En otras palabras, el triunfo completo del principio profano de la sociedad civil y el advenimiento del
Estado moderno significó también la conquista de la conciencia humana por el lenguaje alienado de la
mercancía, la ideología. La anatomía de la mercancía es la clave para la anatomía de la ideología. La
ideología es al intercambio espiritual y emocional entre los seres humanos lo que el dinero es a sus
intercambios materiales: el vínculo general de unión a la vez que el medio general de separación. Es la
presencia aparente del diálogo y de la humanidad y la confirmación expresa de su ausencia esencial.

Si lo que define a la mercancía es la unidad contradictoria del valor de cambio y del valor de uso, lo que
delata al pensamiento ideológico es la falsa antítesis entre el materialismo contemplativo y el idealismo
acrítico.

El idealismo de la ideología, su valor de cambio, reside en su poder de generalización acrítica, capaz de


transformar a individuos completamente ajenos unos a otros y carentes de todo vínculo sustancial en
miembros abstractos e intercambiables de una comunidad ficticia cualquiera. La metamorfosis
ideológica de las partículas humanas atomizadas es análoga al proceso de etiquetado y embalado de las
mercancías, pues en ambos casos la producción de una identidad imaginaria depende de hacer
abstracción de las diferencias y otorgar un valor ilusorio a los rasgos abstractos compartidos.

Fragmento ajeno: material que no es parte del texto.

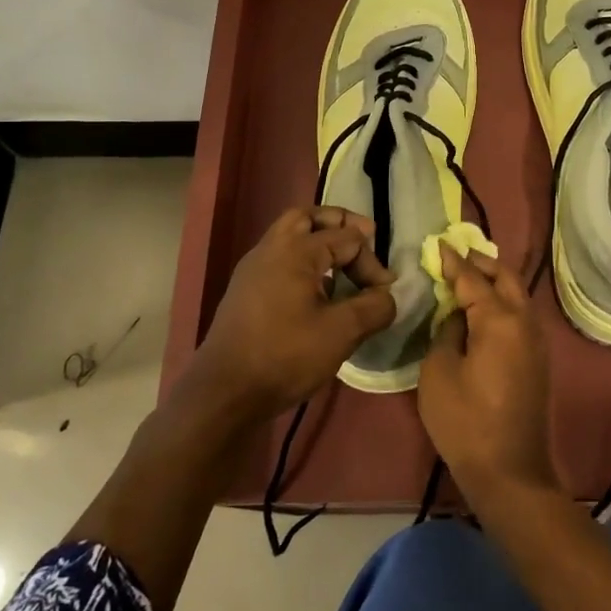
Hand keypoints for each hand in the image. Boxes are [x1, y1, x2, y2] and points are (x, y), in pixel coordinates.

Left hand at [194, 206, 396, 423]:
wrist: (224, 393)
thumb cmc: (285, 356)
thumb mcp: (342, 333)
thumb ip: (374, 307)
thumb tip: (386, 296)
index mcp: (295, 250)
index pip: (347, 238)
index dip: (372, 263)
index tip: (383, 293)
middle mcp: (271, 249)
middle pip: (308, 217)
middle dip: (339, 224)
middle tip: (363, 239)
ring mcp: (252, 269)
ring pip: (289, 236)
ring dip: (318, 242)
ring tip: (341, 267)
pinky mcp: (244, 291)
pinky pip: (279, 259)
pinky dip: (302, 261)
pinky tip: (316, 293)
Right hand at [417, 246, 558, 504]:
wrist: (510, 471)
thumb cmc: (466, 421)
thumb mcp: (439, 371)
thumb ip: (447, 331)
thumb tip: (459, 315)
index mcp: (499, 319)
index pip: (473, 278)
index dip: (453, 261)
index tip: (439, 243)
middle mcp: (525, 322)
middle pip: (506, 278)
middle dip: (482, 263)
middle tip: (456, 256)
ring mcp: (536, 341)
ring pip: (518, 295)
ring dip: (496, 281)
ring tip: (469, 278)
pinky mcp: (538, 360)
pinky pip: (521, 315)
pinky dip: (503, 302)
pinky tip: (484, 310)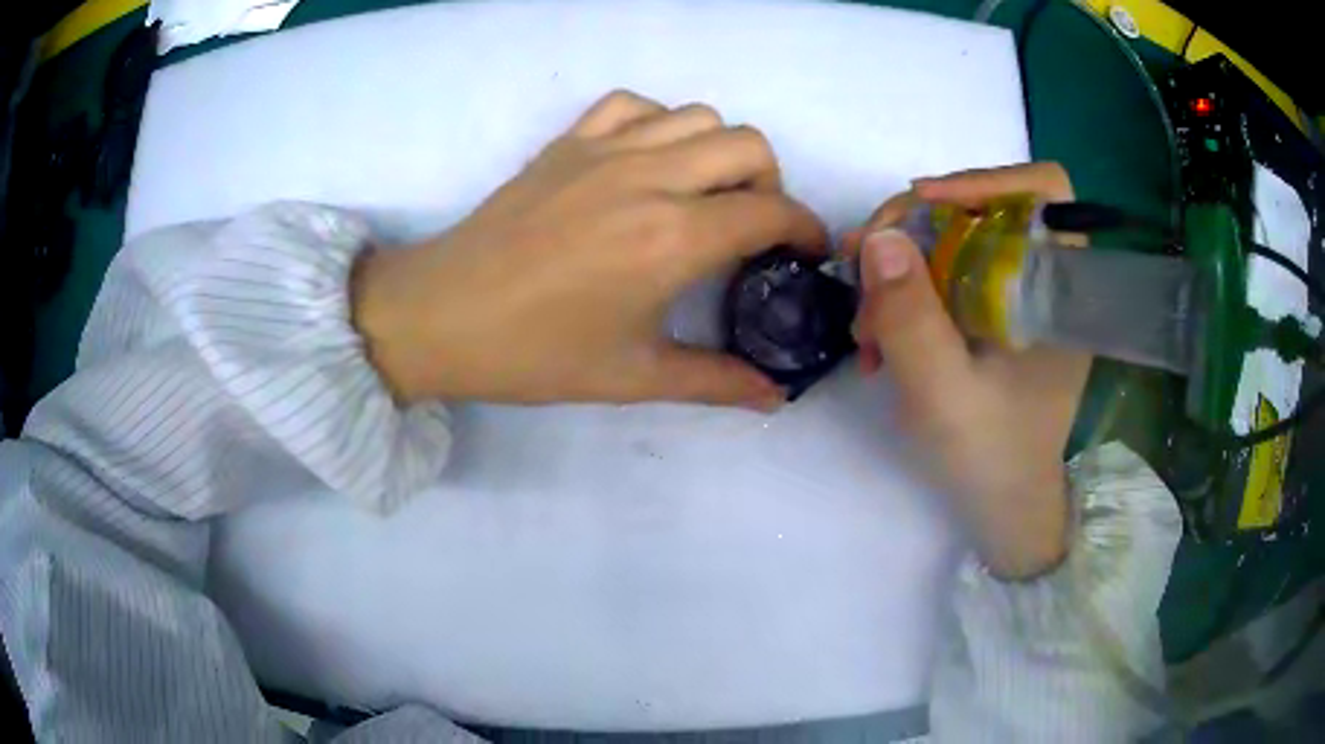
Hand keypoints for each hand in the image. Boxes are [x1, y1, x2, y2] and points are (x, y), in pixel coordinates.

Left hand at [353, 91, 825, 407]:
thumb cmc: (536, 354)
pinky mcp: (568, 142)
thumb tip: (775, 396)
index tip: (807, 252)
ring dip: (721, 149)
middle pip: (748, 145)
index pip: (772, 211)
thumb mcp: (633, 376)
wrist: (443, 317)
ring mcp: (605, 150)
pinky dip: (659, 123)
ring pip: (698, 115)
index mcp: (673, 237)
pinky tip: (649, 160)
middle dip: (772, 183)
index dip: (806, 229)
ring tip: (705, 192)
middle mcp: (651, 177)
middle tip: (754, 227)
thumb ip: (715, 380)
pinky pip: (633, 105)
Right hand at [848, 163, 1089, 578]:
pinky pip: (945, 274)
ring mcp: (1016, 297)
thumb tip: (880, 239)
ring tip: (864, 326)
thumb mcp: (943, 394)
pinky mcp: (994, 314)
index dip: (987, 179)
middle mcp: (1043, 281)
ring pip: (953, 241)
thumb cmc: (990, 457)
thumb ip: (912, 319)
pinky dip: (905, 293)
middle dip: (914, 228)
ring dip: (899, 268)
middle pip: (982, 209)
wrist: (1001, 507)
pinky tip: (879, 335)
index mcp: (1059, 291)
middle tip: (861, 263)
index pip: (1045, 191)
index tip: (923, 204)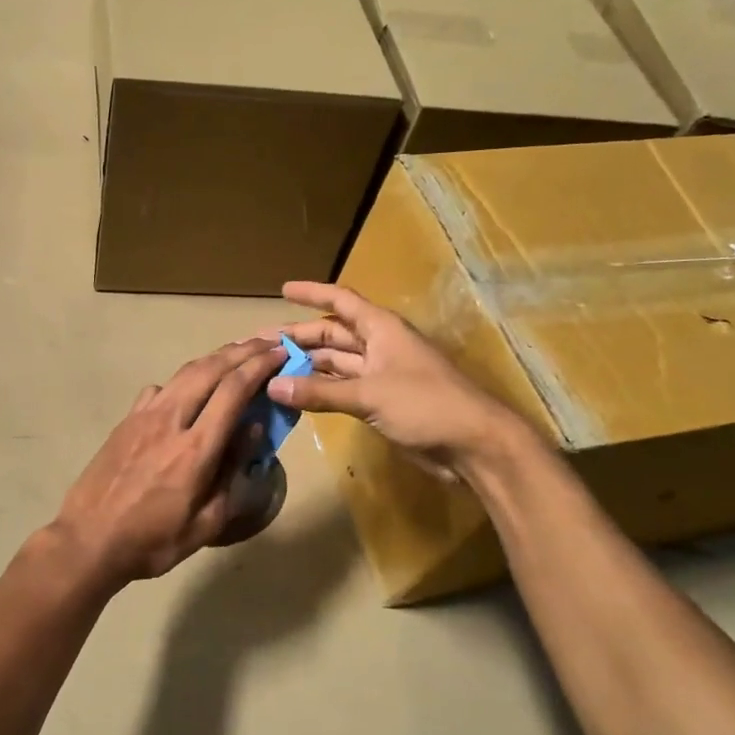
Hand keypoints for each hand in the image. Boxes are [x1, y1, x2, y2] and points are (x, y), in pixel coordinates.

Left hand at [51, 338, 285, 586]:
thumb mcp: (206, 523)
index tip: (281, 353)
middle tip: (267, 342)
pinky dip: (183, 378)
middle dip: (242, 351)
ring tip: (237, 352)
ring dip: (214, 358)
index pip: (233, 391)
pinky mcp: (126, 421)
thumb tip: (253, 429)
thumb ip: (233, 474)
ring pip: (184, 372)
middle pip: (210, 369)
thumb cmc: (153, 541)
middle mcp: (170, 421)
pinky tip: (189, 387)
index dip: (260, 366)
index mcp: (196, 449)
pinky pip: (160, 388)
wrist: (88, 540)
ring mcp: (143, 417)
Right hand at [270, 281, 520, 478]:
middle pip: (333, 334)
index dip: (312, 293)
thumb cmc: (426, 404)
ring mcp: (381, 375)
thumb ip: (319, 392)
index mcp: (381, 329)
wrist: (472, 444)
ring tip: (270, 371)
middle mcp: (379, 346)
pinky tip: (295, 396)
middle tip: (262, 344)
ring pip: (336, 363)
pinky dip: (320, 390)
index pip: (340, 301)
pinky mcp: (382, 402)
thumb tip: (272, 386)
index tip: (282, 290)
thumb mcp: (369, 394)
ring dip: (307, 366)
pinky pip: (342, 388)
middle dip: (300, 337)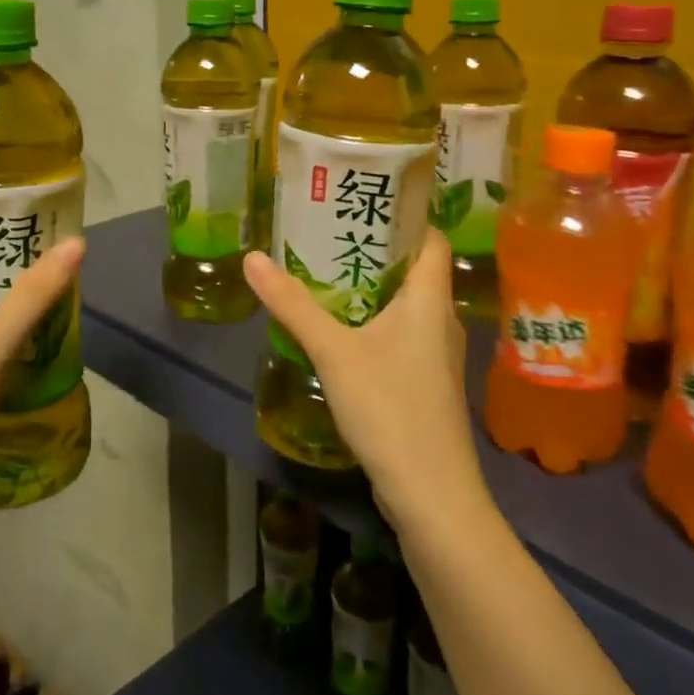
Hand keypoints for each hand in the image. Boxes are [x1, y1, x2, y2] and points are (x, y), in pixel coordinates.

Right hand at [244, 229, 484, 532]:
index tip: (364, 199)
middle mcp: (439, 319)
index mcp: (428, 299)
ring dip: (373, 285)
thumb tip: (254, 257)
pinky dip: (374, 319)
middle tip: (329, 230)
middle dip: (376, 247)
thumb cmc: (391, 410)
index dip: (405, 214)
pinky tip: (342, 328)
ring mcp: (435, 354)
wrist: (432, 495)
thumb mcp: (334, 352)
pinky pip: (401, 333)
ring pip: (406, 303)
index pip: (430, 237)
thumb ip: (293, 305)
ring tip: (327, 271)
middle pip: (415, 267)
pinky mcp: (425, 382)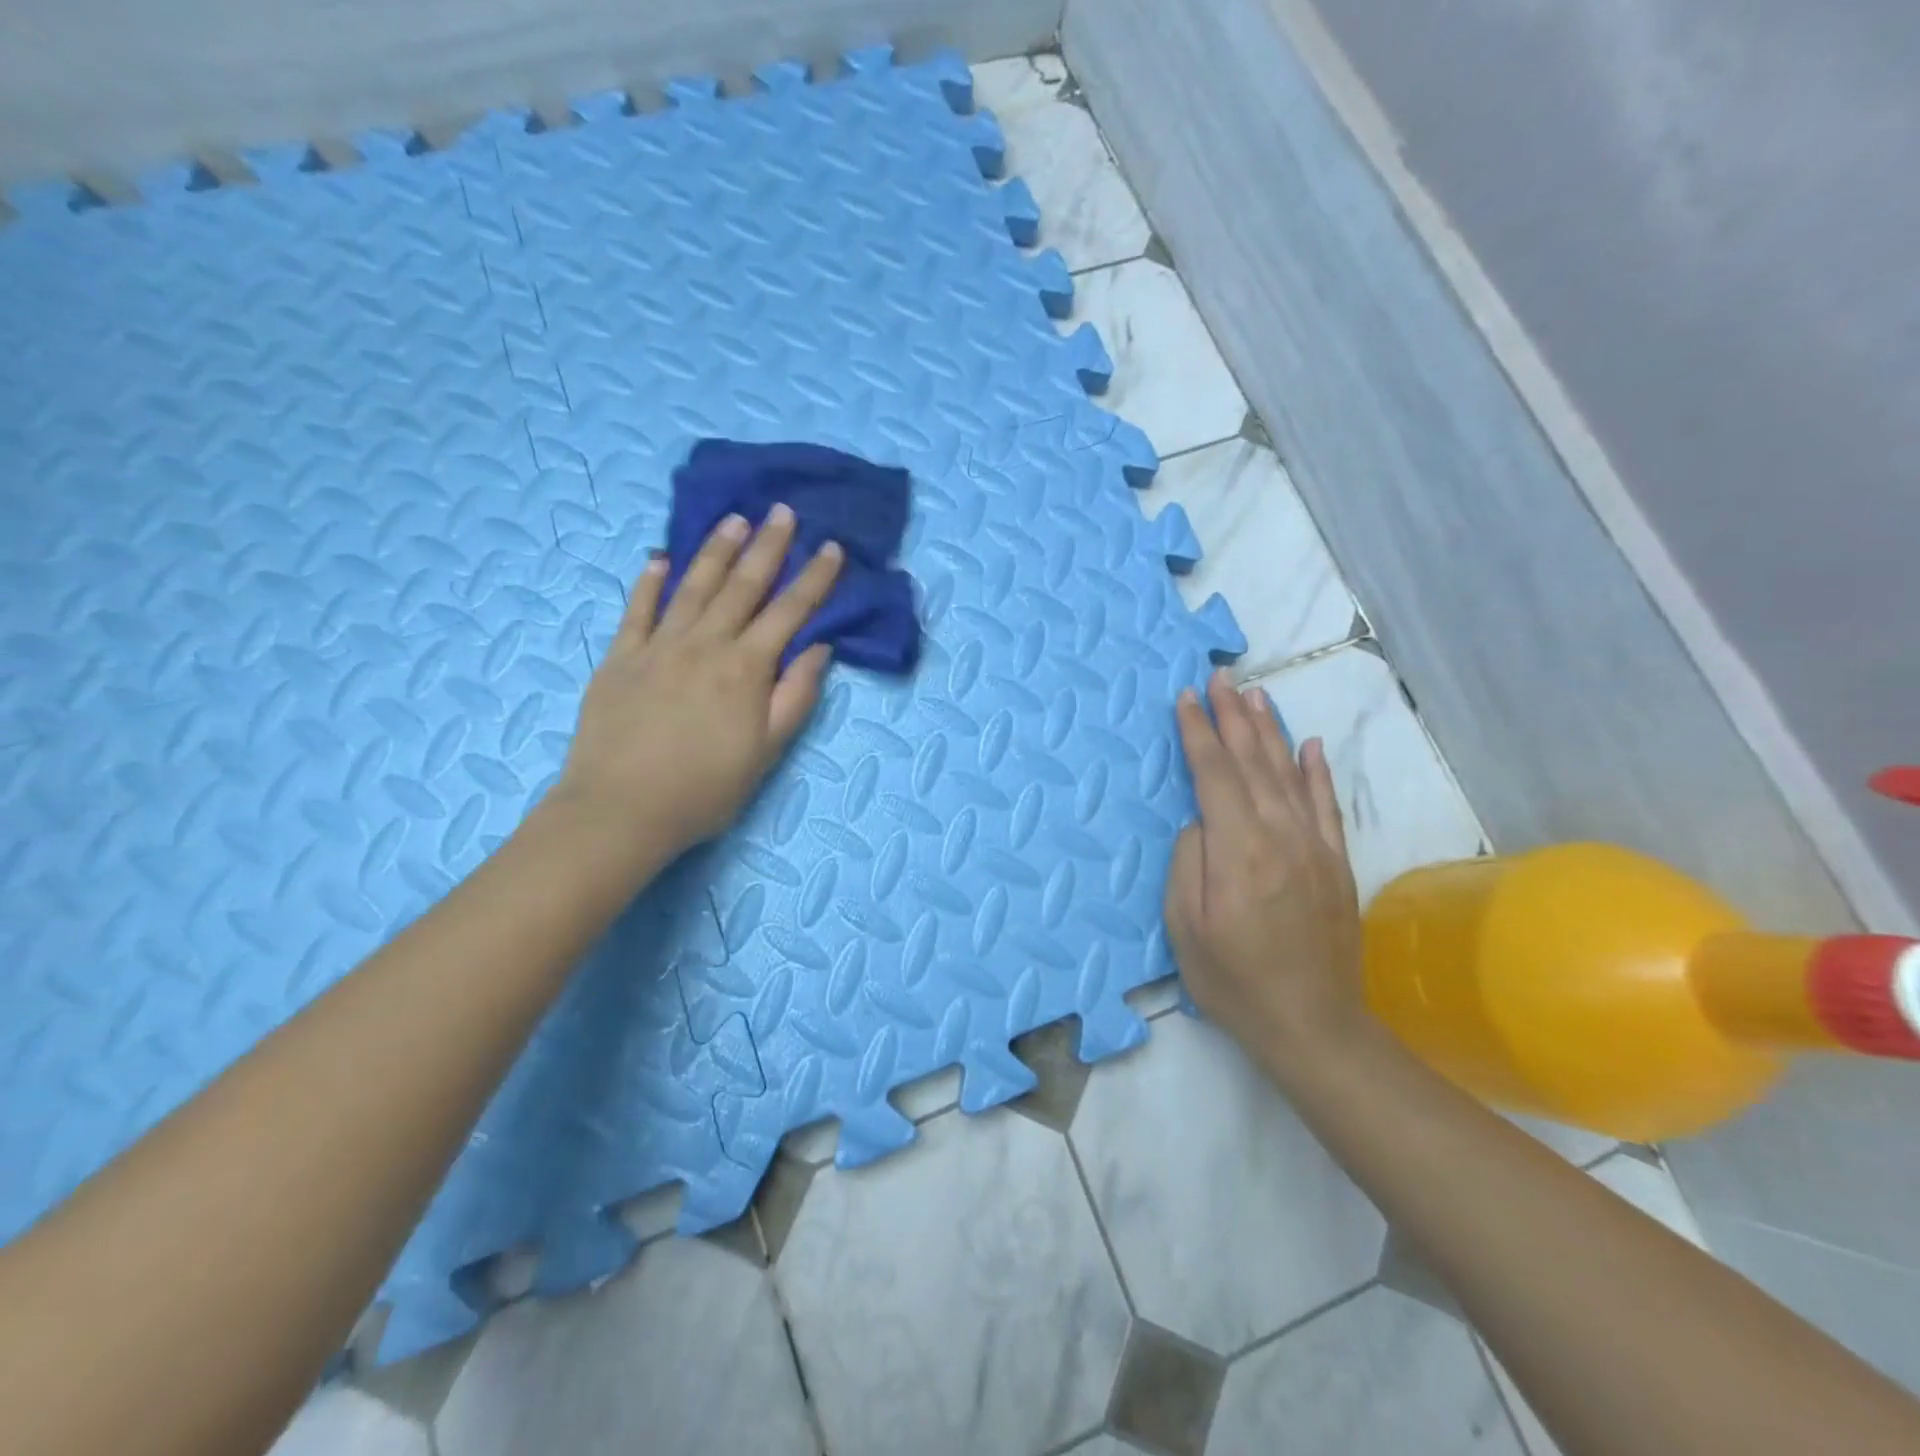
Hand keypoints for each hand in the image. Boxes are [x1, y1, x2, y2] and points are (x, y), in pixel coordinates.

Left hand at [551, 505, 842, 874]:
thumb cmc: (705, 789)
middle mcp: (705, 644)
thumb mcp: (768, 752)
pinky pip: (637, 609)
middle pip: (742, 585)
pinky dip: (649, 581)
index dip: (814, 579)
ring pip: (693, 586)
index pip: (789, 612)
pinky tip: (659, 559)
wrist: (620, 810)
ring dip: (715, 550)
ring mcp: (658, 646)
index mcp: (746, 668)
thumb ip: (796, 696)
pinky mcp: (620, 657)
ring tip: (733, 519)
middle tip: (782, 511)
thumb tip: (819, 648)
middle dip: (767, 546)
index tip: (831, 547)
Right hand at [1166, 669, 1366, 1078]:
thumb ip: (1189, 861)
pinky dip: (1316, 770)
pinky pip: (1325, 804)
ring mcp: (1314, 846)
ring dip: (1269, 730)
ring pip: (1288, 773)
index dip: (1198, 733)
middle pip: (1252, 762)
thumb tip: (1202, 820)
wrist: (1313, 1024)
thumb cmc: (1233, 979)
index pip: (1214, 774)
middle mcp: (1280, 835)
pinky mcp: (1335, 862)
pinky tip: (1309, 745)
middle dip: (1232, 716)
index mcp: (1238, 849)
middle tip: (1220, 677)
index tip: (1186, 698)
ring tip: (1255, 694)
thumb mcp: (1186, 927)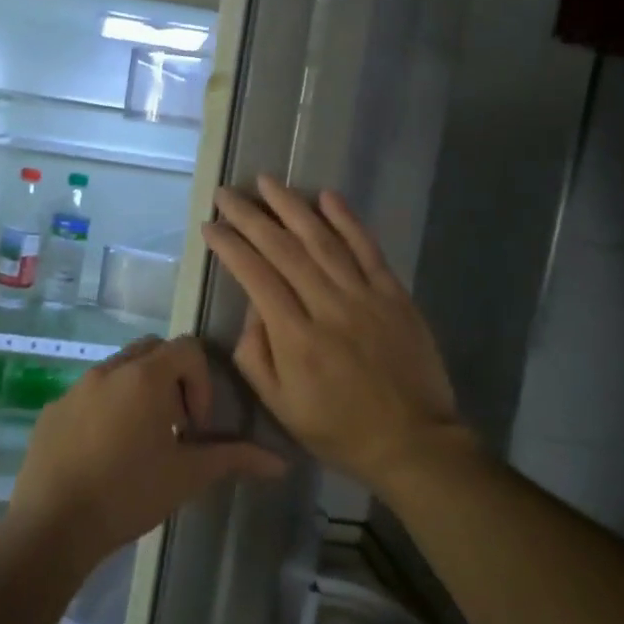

El valor de uso de la ideología, su utilidad sórdido-materialista, estriba en anular toda tentativa de


comunicación, endesactivar todo diálogo que pudiera conducir a la impugnación práctica de la
cotidianeidad alienada, reduciendo éste a una parodia, a parloteo hueco e impotente.

La disección dialéctica de la mercancía ideológica desvela la falsa oposición entre los sumos sacerdotes
de la ideología universalizante y los buenos apóstoles de lo particular y de la «diferencia». Retrata a
unos y a otros como lo que son: los cómplices indispensables de una concurrencia entre mentiras
rivales pero solidarias. Donde los unos invocan falsas comunidades para ahormar lo particular e
incrustarlo mejor en la Idea, los otros invitan a huir como de la peste de toda dimensión colectiva
invocando los derechos del pseudoindividualismo y la subjetividad hueca.

3. Del diálogo utópico al diálogo científico

Tener una base para la ciencia y otra para la vida es a priori una mentira.

Karl Marx, Manuscritos económico-filosóficos

La oposición entre la dialéctica de Marx y la de Hegel contiene en germen los elementos de una
revolución social y científica en la que, junto con la separación y la mutua impermeabilidad de las
diversas disciplinas intelectuales entre sí, desaparecería también la propia ciencia como especialidad
separada, integrándose en una práctica social unitaria en la que las líneas de investigación vengan
determinadas por necesidades humanas directas.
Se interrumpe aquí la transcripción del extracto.